As I continued my experimentation with BigQuery, I found myself wanting to more easily use it with my regular GIS tool set. BigQuery has a lot of powerful analytic capability, but the SQL console is intimidating for the casual user and the GeoViewer tool is fairly limited. As I began digging deeper in my previous posts, I cam to the conclusion that a Koop provider was what I needed.

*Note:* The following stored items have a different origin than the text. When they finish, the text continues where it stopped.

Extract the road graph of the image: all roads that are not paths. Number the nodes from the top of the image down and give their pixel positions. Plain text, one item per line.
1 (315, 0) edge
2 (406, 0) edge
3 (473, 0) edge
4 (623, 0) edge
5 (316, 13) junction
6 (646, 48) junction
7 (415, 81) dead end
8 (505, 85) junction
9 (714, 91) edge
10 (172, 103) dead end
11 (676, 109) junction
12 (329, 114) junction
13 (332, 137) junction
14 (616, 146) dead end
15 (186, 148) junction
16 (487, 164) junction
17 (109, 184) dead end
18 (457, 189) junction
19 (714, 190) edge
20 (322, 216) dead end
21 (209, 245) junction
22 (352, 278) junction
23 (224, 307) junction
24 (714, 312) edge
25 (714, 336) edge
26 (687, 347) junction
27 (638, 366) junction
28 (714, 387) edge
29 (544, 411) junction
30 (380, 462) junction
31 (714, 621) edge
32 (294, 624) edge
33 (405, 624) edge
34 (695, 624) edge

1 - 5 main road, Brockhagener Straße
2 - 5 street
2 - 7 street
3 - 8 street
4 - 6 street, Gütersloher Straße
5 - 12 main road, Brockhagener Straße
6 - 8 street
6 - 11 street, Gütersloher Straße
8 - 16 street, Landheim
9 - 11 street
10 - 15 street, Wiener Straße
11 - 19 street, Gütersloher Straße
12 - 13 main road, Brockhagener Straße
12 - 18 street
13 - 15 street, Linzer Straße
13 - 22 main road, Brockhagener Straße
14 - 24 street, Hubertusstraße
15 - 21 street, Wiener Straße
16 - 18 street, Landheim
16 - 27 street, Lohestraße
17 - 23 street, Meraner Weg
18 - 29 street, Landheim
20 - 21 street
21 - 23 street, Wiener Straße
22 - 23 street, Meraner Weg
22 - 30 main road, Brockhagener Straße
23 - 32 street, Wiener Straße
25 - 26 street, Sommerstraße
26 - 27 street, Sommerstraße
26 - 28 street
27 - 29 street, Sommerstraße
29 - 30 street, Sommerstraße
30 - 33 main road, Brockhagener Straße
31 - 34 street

If you’re not familiar with Koop, it’s an open-source project sponsored by Esri that makes it possible to make other data sources compatible with the GeoServices REST Specification and, therefore, consumable by Esri clients. Because it fully implements that spec, data can also be output as GeoJSON, making it a convenient one-stop to address Esri and non-Esri tools. Koop is built with a plug-in architecture that makes it fairly simple to wire up any data source. For me, it was the perfect way to get my BigQuery GIS data into either ArcGIS Pro (see the header image) or QGIS (image below). I could have also chosen one of the many WFS implementations available, but Koop’s simplicity tipped the scales for me.

BigQuery -> Koop -> QGIS

I’m in the process of tidying up the readme, but using the Koop provider requires the same preliminary steps described here. It’s build to use a service account to authenticate to BigQuery. The service account is typically bound to a single Google Cloud project, but the environment variable still needs to be set, even if it’s set to an empty string.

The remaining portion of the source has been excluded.